Work instructions - From the first entry to the last, copy the material exactly as it stands.

Records below:

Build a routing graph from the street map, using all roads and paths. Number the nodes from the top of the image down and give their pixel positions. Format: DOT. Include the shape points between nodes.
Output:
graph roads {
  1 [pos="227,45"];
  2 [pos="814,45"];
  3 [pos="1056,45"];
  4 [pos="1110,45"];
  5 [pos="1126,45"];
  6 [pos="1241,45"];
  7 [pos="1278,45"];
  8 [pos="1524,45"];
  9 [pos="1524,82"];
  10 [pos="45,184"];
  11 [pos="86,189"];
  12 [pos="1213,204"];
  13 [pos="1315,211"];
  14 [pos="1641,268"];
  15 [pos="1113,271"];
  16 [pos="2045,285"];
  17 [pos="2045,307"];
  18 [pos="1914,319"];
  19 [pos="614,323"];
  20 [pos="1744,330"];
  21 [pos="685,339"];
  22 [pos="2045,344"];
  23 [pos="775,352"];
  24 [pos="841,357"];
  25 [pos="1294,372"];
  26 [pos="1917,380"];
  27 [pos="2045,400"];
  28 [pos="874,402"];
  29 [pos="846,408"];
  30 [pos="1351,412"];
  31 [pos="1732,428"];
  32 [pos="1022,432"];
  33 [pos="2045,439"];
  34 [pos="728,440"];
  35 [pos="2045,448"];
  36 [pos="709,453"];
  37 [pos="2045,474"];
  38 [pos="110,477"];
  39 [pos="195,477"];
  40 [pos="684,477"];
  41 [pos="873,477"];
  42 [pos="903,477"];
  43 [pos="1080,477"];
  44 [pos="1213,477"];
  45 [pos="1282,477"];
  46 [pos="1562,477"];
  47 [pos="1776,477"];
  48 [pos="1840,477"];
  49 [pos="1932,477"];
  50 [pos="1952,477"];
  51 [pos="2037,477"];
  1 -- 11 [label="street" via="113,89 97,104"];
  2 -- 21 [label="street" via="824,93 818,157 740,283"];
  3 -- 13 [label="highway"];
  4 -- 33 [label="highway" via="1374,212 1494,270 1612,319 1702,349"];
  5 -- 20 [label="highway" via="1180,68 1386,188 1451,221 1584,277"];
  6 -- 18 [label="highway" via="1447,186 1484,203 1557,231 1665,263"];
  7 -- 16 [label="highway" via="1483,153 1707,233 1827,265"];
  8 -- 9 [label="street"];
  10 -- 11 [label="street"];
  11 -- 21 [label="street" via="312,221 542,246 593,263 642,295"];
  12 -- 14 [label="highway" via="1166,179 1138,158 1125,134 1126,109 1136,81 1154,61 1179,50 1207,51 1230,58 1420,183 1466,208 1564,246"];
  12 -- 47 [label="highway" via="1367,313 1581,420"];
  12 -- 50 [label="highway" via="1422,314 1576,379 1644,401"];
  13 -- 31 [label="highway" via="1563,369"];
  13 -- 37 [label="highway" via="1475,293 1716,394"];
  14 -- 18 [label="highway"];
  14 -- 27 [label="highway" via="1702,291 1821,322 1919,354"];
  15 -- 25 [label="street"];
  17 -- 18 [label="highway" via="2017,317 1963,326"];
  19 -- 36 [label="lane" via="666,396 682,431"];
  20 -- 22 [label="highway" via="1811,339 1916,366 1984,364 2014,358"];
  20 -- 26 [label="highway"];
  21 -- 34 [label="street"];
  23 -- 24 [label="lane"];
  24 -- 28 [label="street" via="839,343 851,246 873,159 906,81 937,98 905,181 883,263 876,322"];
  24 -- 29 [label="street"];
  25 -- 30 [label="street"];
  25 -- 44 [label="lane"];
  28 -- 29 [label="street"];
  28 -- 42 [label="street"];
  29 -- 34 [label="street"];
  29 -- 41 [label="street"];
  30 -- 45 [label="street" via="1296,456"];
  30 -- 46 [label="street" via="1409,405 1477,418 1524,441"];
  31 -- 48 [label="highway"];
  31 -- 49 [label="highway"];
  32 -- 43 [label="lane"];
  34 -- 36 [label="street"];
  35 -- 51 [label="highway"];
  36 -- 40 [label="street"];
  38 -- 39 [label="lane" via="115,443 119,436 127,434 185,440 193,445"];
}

End of Records.

Answer to the exercise -
Build a routing graph from the street map, using all roads and paths. Number the nodes from the top of the image down and give their pixel positions. Format: DOT. Include the shape points between nodes.
Output:
graph roads {
  1 [pos="227,45"];
  2 [pos="814,45"];
  3 [pos="1056,45"];
  4 [pos="1110,45"];
  5 [pos="1126,45"];
  6 [pos="1241,45"];
  7 [pos="1278,45"];
  8 [pos="1524,45"];
  9 [pos="1524,82"];
  10 [pos="45,184"];
  11 [pos="86,189"];
  12 [pos="1213,204"];
  13 [pos="1315,211"];
  14 [pos="1641,268"];
  15 [pos="1113,271"];
  16 [pos="2045,285"];
  17 [pos="2045,307"];
  18 [pos="1914,319"];
  19 [pos="614,323"];
  20 [pos="1744,330"];
  21 [pos="685,339"];
  22 [pos="2045,344"];
  23 [pos="775,352"];
  24 [pos="841,357"];
  25 [pos="1294,372"];
  26 [pos="1917,380"];
  27 [pos="2045,400"];
  28 [pos="874,402"];
  29 [pos="846,408"];
  30 [pos="1351,412"];
  31 [pos="1732,428"];
  32 [pos="1022,432"];
  33 [pos="2045,439"];
  34 [pos="728,440"];
  35 [pos="2045,448"];
  36 [pos="709,453"];
  37 [pos="2045,474"];
  38 [pos="110,477"];
  39 [pos="195,477"];
  40 [pos="684,477"];
  41 [pos="873,477"];
  42 [pos="903,477"];
  43 [pos="1080,477"];
  44 [pos="1213,477"];
  45 [pos="1282,477"];
  46 [pos="1562,477"];
  47 [pos="1776,477"];
  48 [pos="1840,477"];
  49 [pos="1932,477"];
  50 [pos="1952,477"];
  51 [pos="2037,477"];
  1 -- 11 [label="street" via="113,89 97,104"];
  2 -- 21 [label="street" via="824,93 818,157 740,283"];
  3 -- 13 [label="highway"];
  4 -- 33 [label="highway" via="1374,212 1494,270 1612,319 1702,349"];
  5 -- 20 [label="highway" via="1180,68 1386,188 1451,221 1584,277"];
  6 -- 18 [label="highway" via="1447,186 1484,203 1557,231 1665,263"];
  7 -- 16 [label="highway" via="1483,153 1707,233 1827,265"];
  8 -- 9 [label="street"];
  10 -- 11 [label="street"];
  11 -- 21 [label="street" via="312,221 542,246 593,263 642,295"];
  12 -- 14 [label="highway" via="1166,179 1138,158 1125,134 1126,109 1136,81 1154,61 1179,50 1207,51 1230,58 1420,183 1466,208 1564,246"];
  12 -- 47 [label="highway" via="1367,313 1581,420"];
  12 -- 50 [label="highway" via="1422,314 1576,379 1644,401"];
  13 -- 31 [label="highway" via="1563,369"];
  13 -- 37 [label="highway" via="1475,293 1716,394"];
  14 -- 18 [label="highway"];
  14 -- 27 [label="highway" via="1702,291 1821,322 1919,354"];
  15 -- 25 [label="street"];
  17 -- 18 [label="highway" via="2017,317 1963,326"];
  19 -- 36 [label="lane" via="666,396 682,431"];
  20 -- 22 [label="highway" via="1811,339 1916,366 1984,364 2014,358"];
  20 -- 26 [label="highway"];
  21 -- 34 [label="street"];
  23 -- 24 [label="lane"];
  24 -- 28 [label="street" via="839,343 851,246 873,159 906,81 937,98 905,181 883,263 876,322"];
  24 -- 29 [label="street"];
  25 -- 30 [label="street"];
  25 -- 44 [label="lane"];
  28 -- 29 [label="street"];
  28 -- 42 [label="street"];
  29 -- 34 [label="street"];
  29 -- 41 [label="street"];
  30 -- 45 [label="street" via="1296,456"];
  30 -- 46 [label="street" via="1409,405 1477,418 1524,441"];
  31 -- 48 [label="highway"];
  31 -- 49 [label="highway"];
  32 -- 43 [label="lane"];
  34 -- 36 [label="street"];
  35 -- 51 [label="highway"];
  36 -- 40 [label="street"];
  38 -- 39 [label="lane" via="115,443 119,436 127,434 185,440 193,445"];
}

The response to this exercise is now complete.